Task description -
Word for word, reproduce each line of the data below, omitting every image.

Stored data

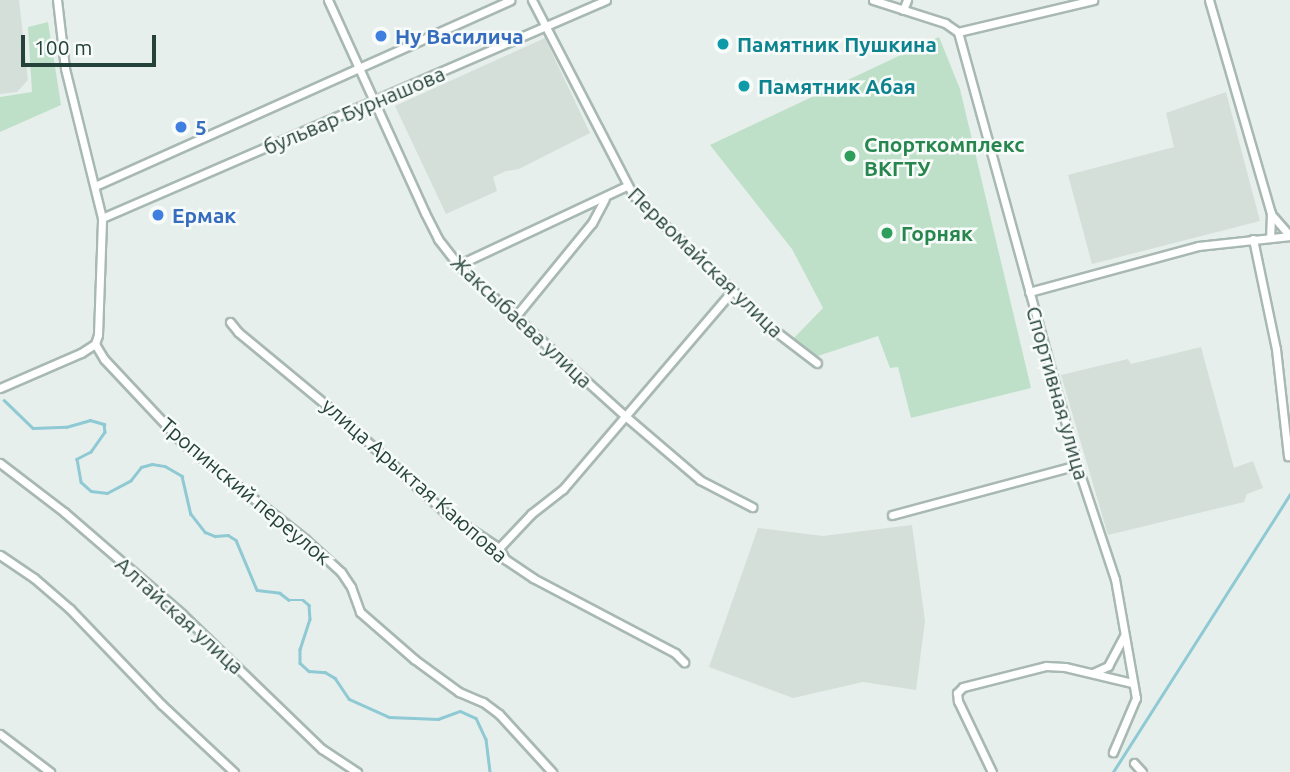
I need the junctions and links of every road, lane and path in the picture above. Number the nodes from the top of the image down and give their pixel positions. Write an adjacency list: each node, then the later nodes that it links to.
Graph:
1 (57, 0): 15 (street)
2 (328, 0): 13 (street, Жаксыбаева улица)
3 (510, 0): 13 (street, бульвар Бурнашова)
4 (532, 0): 11 (street, Первомайская улица)
5 (606, 0): 11 (street, бульвар Бурнашова)
6 (907, 0): 10 (street)
7 (1093, 0): 12 (street)
8 (1209, 0): 18 (street)
9 (879, 1): 10 (street)
10 (903, 10): 12 (street)
11 (545, 27): 14 (street, бульвар Бурнашова); 16 (street, Первомайская улица)
12 (958, 32): 25 (street, Спортивная улица)
13 (360, 69): 14 (street, Жаксыбаева улица); 15 (street, бульвар Бурнашова)
14 (375, 102): 19 (street, бульвар Бурнашова); 23 (street, Жаксыбаева улица)
15 (95, 186): 19 (street)
16 (627, 186): 17 (street); 24 (street, Первомайская улица)
17 (605, 198): 23 (street); 26 (street)
18 (1270, 213): 20 (street); 21 (street)
19 (102, 218): 28 (street)
20 (1290, 236): 21 (street)
21 (1270, 237): 22 (street)
22 (1253, 239): 25 (street); 32 (street)
23 (458, 265): 26 (street, Жаксыбаева улица)
24 (732, 291): 29 (street, Первомайская улица); 31 (street)
25 (1029, 292): 34 (street, Спортивная улица)
26 (515, 317): 31 (street, Жаксыбаева улица)
27 (230, 322): 37 (street, улица Арыктая Каюпова)
28 (95, 344): 30 (street); 49 (street, Тропинский переулок)
29 (817, 363)
30 (0, 388)
31 (624, 415): 35 (street, Жаксыбаева улица); 37 (street)
32 (1288, 456)
33 (0, 463): 48 (street, Алтайская улица)
34 (1077, 465): 36 (street); 39 (street, Спортивная улица)
35 (752, 507)
36 (892, 515)
37 (499, 548): 40 (street, улица Арыктая Каюпова)
38 (0, 555): 47 (street)
39 (1125, 633): 41 (street); 42 (street, Спортивная улица)
40 (684, 662)
41 (1092, 673): 42 (street); 50 (street)
42 (1132, 683): 44 (street, Спортивная улица)
43 (0, 734): 46 (street)
44 (1113, 752)
45 (1134, 763): 51 (street)
46 (50, 772)
47 (234, 772)
48 (357, 772)
49 (552, 772)
50 (992, 772)
51 (1142, 772)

Task answer -
I need the junctions and links of every road, lane and path in the picture above. Number the nodes from the top of the image down and give their pixel positions. Write an adjacency list: each node, then the later nodes that it links to.
Graph:
1 (57, 0): 15 (street)
2 (328, 0): 13 (street, Жаксыбаева улица)
3 (510, 0): 13 (street, бульвар Бурнашова)
4 (532, 0): 11 (street, Первомайская улица)
5 (606, 0): 11 (street, бульвар Бурнашова)
6 (907, 0): 10 (street)
7 (1093, 0): 12 (street)
8 (1209, 0): 18 (street)
9 (879, 1): 10 (street)
10 (903, 10): 12 (street)
11 (545, 27): 14 (street, бульвар Бурнашова); 16 (street, Первомайская улица)
12 (958, 32): 25 (street, Спортивная улица)
13 (360, 69): 14 (street, Жаксыбаева улица); 15 (street, бульвар Бурнашова)
14 (375, 102): 19 (street, бульвар Бурнашова); 23 (street, Жаксыбаева улица)
15 (95, 186): 19 (street)
16 (627, 186): 17 (street); 24 (street, Первомайская улица)
17 (605, 198): 23 (street); 26 (street)
18 (1270, 213): 20 (street); 21 (street)
19 (102, 218): 28 (street)
20 (1290, 236): 21 (street)
21 (1270, 237): 22 (street)
22 (1253, 239): 25 (street); 32 (street)
23 (458, 265): 26 (street, Жаксыбаева улица)
24 (732, 291): 29 (street, Первомайская улица); 31 (street)
25 (1029, 292): 34 (street, Спортивная улица)
26 (515, 317): 31 (street, Жаксыбаева улица)
27 (230, 322): 37 (street, улица Арыктая Каюпова)
28 (95, 344): 30 (street); 49 (street, Тропинский переулок)
29 (817, 363)
30 (0, 388)
31 (624, 415): 35 (street, Жаксыбаева улица); 37 (street)
32 (1288, 456)
33 (0, 463): 48 (street, Алтайская улица)
34 (1077, 465): 36 (street); 39 (street, Спортивная улица)
35 (752, 507)
36 (892, 515)
37 (499, 548): 40 (street, улица Арыктая Каюпова)
38 (0, 555): 47 (street)
39 (1125, 633): 41 (street); 42 (street, Спортивная улица)
40 (684, 662)
41 (1092, 673): 42 (street); 50 (street)
42 (1132, 683): 44 (street, Спортивная улица)
43 (0, 734): 46 (street)
44 (1113, 752)
45 (1134, 763): 51 (street)
46 (50, 772)
47 (234, 772)
48 (357, 772)
49 (552, 772)
50 (992, 772)
51 (1142, 772)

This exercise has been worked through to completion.